NEWS

3-alarm row-house fire in York City ruled arson

SEAN PHILIP COTTER
YorkDispatch


Maribel Ruelas sat across the street from where 18 hours earlier an intentionally set fire gutted the row house where her cousin lived.

The sticky smell of smoke still hung heavy around the four burned buildings in the 300 block of East Poplar Street in York City around noon Thursday about 18 hours after the flames drew crews from all around the county.

A few people, including her cousin Joel, picked through the houses, looking for any of their property they could salvage. But they hadn't had much luck, Maribel said — the fire had taken its toll, claiming pretty much all the items in the house.

"Everything," she said, "except some stuff in the basement ... a washing machine."

The three-alarm fire, which displaced six families — 11 adults and 10 kids, according to a news release from the Red Cross — and sent two firefighters to the hospital Wednesday night has been ruled arson, according to York City Fire Deputy Chief Chad Deardorff.

He said credible witness statements have indicated the fire started behind 330 E. Poplar St. on cement.

"There's absolutely nothing in that area that other than it being set that would cause that fire to start," he said Thursday morning.
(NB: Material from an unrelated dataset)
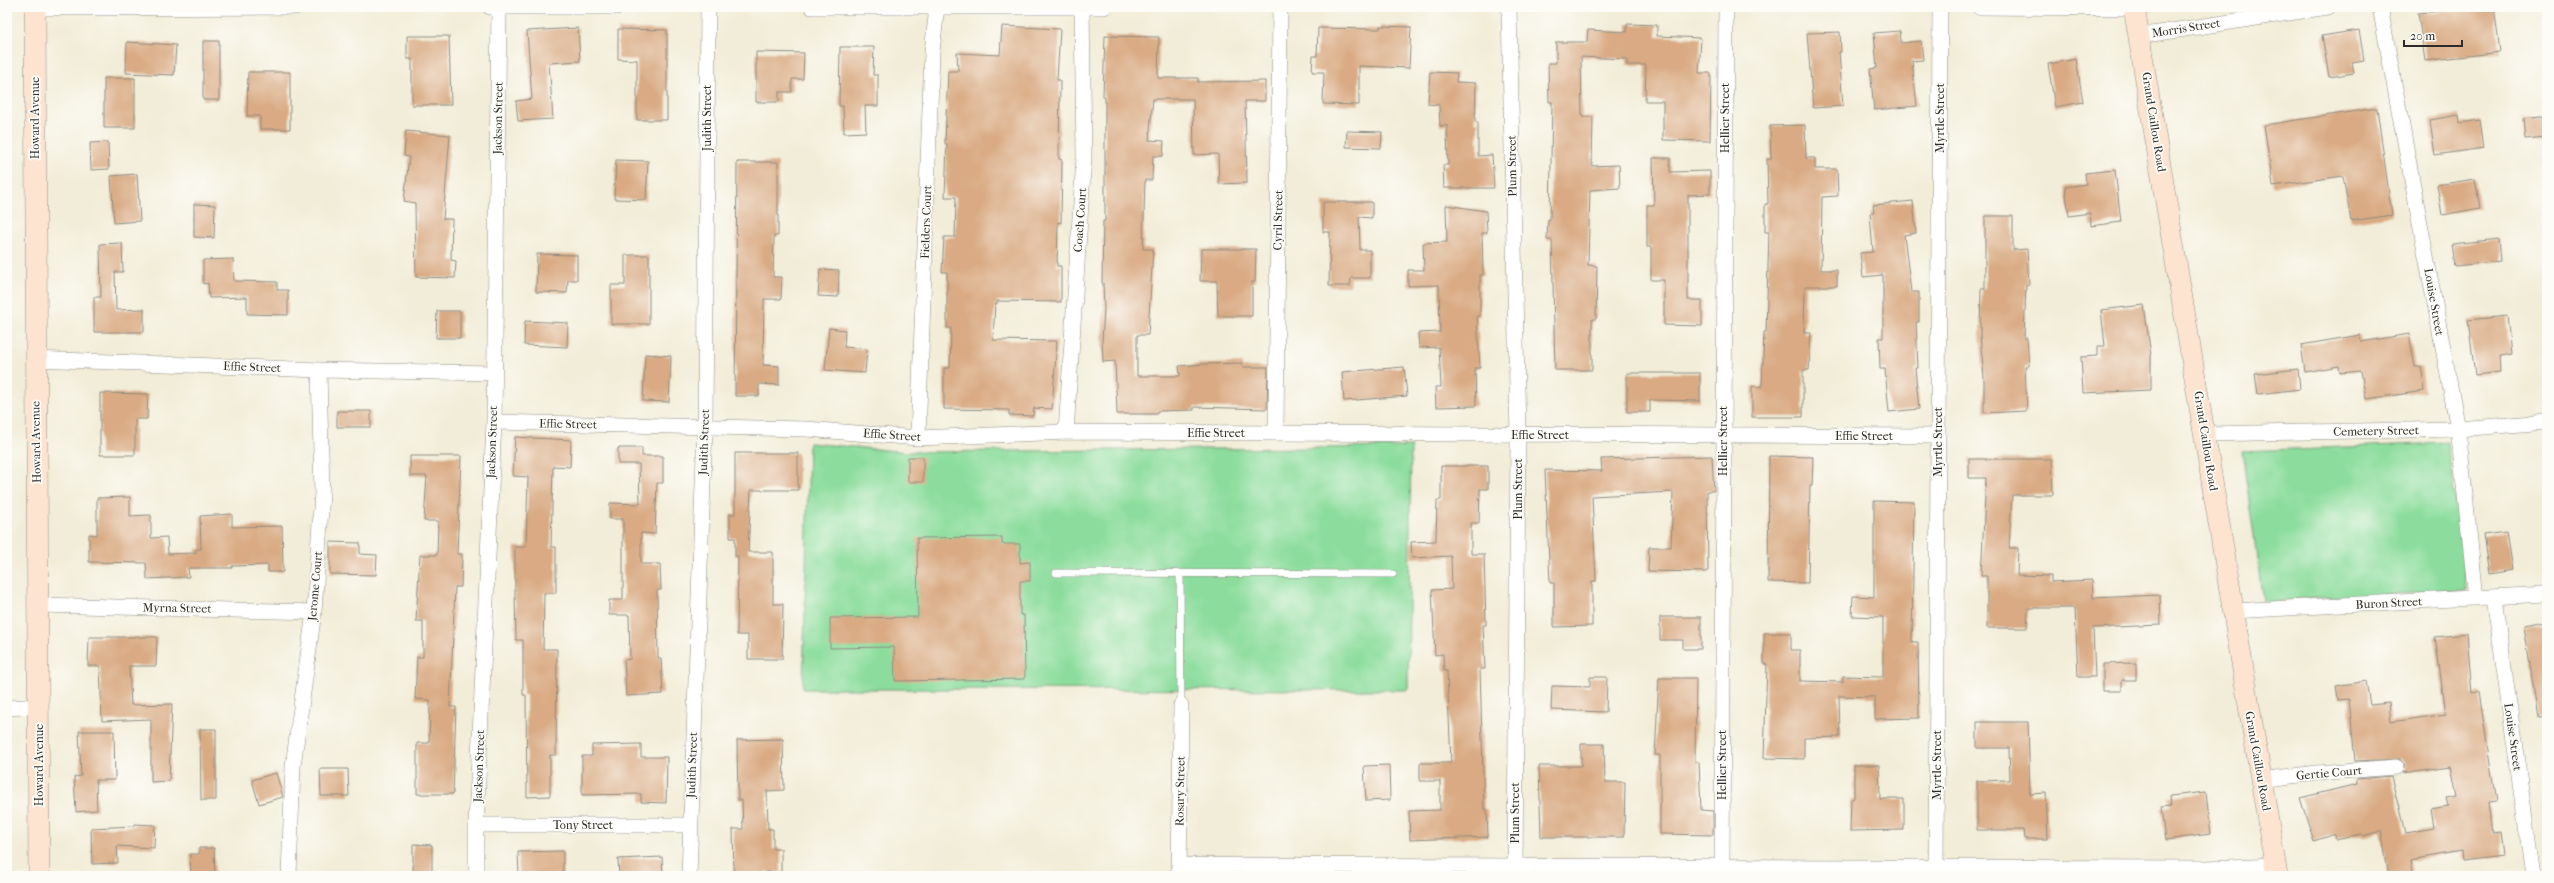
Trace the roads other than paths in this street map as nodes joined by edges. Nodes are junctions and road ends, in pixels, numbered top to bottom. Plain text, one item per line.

It appears the fire spread to a wooden fence, and then the flames from that lit a second-floor wooden porch ablaze, he said.

And it spread quickly from there. Firefighters arriving on the scene shortly after 5:30 p.m. found heavy flames coming from the back of the row houses.

Mayday: The two firefighters hurt were treated at York Hospital for minor burns and were released later that night, according to the department. No one else was injured.

Shortly after three firefighters entered one house, two called a mayday because they were trapped on the second floor. Deardorff said firefighters call a mayday when they're in trouble and need help; it immediately triggers another alarm, bringing in more units and manpower.

The fire caused about $300,000 in damage to four three-story properties: 324, 326, 328 and 330 E. Poplar St., Deardorff said. He said the authorities had deemed 328 and 330 to be total losses.

The property at 328 was where Joel Ruelas had lived. The department's assessment made sense, as the brick row house's orange-painted exterior was marred by burns, and, with the windows broken out, the destruction inside was clear. Burnt-black walls were the only distinguishable feature left in the downstairs; everything else lay on the floor as rubble.

The other two were in a bit better shape, though — he said once the landlord gets the power turned back on in 324, the bottom two floors will be livable.